On 15 June, the U.S. Senate voted
98-2 in favor of a draft bill that would impose new sanctions on Russia and force President Trump to get congressional approval before easing any existing restrictions. The measure is intended to punish Russia for meddling in the 2016 presidential elections, annexing Crimea, invading eastern Ukraine and supporting the brutal Syrian government in its six-year long civil war. If passed in the House of Representatives and signed into law by Trump, the bill would enact sanctions—including those on Russian energy projects—previously established by executive order under the Obama administration.
The legislation also allows new sanctions on Russian mining, metals, shipping and railways, and targets Russians guilty of conducting cyber attacks or supplying weapons to Syria’s government. In addition, it sets up a review process that would require Trump to get congressional approval before taking any action to ease, suspend or lift any sanctions on Russia. If the measure becomes law, it could complicate relations with some EU member states. Germany and Austria said the new punitive measures could expose European companies involved in Russian projects to fines.
On Wednesday, U.S. Secretary of State Rex Tillerson questioned the bill and urged Congress to ensure that any sanctions package “allows the president to have the flexibility to adjust sanctions to meet the needs of what is always an evolving diplomatic situation.” Although the legislation has bipartisan support in the Senate, White House opposition could
give House Republicans cold feet about voting for it.
Russia’s state-run media criticized the Senate vote and gave prominence to Tillerson’s testimony. Both RT and Sputnik
German and Austrian objections that the bill would violate international law and has the “real aim of benefitting the U.S. oil and gas sector.” RT broadcast
an interview with a European MP who made the dubious claim that Russia’s Nordstream 2 project—which could be slowed by tighter U.S. sanctions—was “essentially a commercial project.” Meanwhile, Russian Duma members claimed
that the high degree of “anti-Russian hysteria” in the United States led to the bill’s approval by the Senate.
Russian President Vladimir Putin took a milder line, however, apparently not yet willing to shut the door for good on prospects for better relations with the Trump administration. Although he criticized additional sanctions as harmful, Putin said talk of Russian retaliation was premature and that he would wait to see how the sanctions situation evolved. On 15 June, during his annual call-in program, Russia’s leader said
the sanctions bill “seemed to come out of nowhere” and seemed to reflect a domestic political struggle in the United States.
Indeed, in the past few days Putin has tried to minimize the impact of Western sanctions. In his call-in program, he claimed
that Western companies have lost twice the money Russia has. He also told
U.S. film director Oliver Stone that anti-Russian sanctions have strengthened cooperation between Moscow and Beijing.
In reality, the Western sanctions regime—with its limited scope and many loopholes—has had only a mixed effect.
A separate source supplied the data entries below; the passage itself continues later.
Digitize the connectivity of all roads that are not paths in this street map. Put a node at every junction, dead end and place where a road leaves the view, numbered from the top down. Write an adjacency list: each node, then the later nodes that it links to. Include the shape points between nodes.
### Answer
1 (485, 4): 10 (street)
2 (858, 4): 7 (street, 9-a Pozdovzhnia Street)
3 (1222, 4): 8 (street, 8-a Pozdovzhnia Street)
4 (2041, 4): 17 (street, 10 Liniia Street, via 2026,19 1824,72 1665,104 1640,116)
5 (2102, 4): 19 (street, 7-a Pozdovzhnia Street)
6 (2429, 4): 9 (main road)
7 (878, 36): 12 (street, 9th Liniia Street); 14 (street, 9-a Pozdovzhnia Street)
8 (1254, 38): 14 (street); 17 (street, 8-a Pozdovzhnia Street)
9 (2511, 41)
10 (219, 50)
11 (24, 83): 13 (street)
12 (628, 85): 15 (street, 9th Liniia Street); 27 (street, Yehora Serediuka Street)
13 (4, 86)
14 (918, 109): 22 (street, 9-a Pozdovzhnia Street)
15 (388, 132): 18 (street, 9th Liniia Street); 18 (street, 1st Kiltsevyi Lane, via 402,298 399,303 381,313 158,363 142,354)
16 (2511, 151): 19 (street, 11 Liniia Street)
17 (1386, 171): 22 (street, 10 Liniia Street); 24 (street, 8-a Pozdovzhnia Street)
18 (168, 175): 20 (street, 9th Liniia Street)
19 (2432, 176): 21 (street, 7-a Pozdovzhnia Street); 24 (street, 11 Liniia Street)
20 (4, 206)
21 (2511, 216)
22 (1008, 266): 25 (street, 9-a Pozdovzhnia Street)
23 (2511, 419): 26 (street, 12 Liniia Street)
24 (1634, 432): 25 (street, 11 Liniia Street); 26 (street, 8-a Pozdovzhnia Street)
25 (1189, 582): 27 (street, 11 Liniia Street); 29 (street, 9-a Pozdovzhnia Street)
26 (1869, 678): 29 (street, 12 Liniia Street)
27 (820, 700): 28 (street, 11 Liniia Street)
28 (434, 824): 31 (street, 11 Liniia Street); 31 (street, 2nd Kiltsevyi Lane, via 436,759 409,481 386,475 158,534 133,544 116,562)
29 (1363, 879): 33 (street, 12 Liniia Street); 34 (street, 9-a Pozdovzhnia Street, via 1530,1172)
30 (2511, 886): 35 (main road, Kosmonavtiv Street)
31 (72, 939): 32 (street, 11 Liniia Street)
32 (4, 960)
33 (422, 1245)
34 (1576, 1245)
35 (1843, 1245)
On the one hand, it helped push Russia into a painful economic crisis that has endured since 2014 (though the drop in oil prices has hurt more) and has been an important tool around which to rally Western opposition to Russian aggression. On the other hand, after three years the Russian economy has adjusted. There is little evidence the sanctions have spurred a decline in popular support for the regime, and they do not appear to have had much of an effect on Russia’s belligerent behavior.
Despite Putin’s comments, however, there reportedly
is considerable Kremlin “nervousness” about how the new Senate package will affect Russia’s elites. Tighter sanctions are seen as a serious potential threat to business activity and the elite’s freedom of movement. But it’s unlikely they will lead to an elite split over Russia’s future course of action.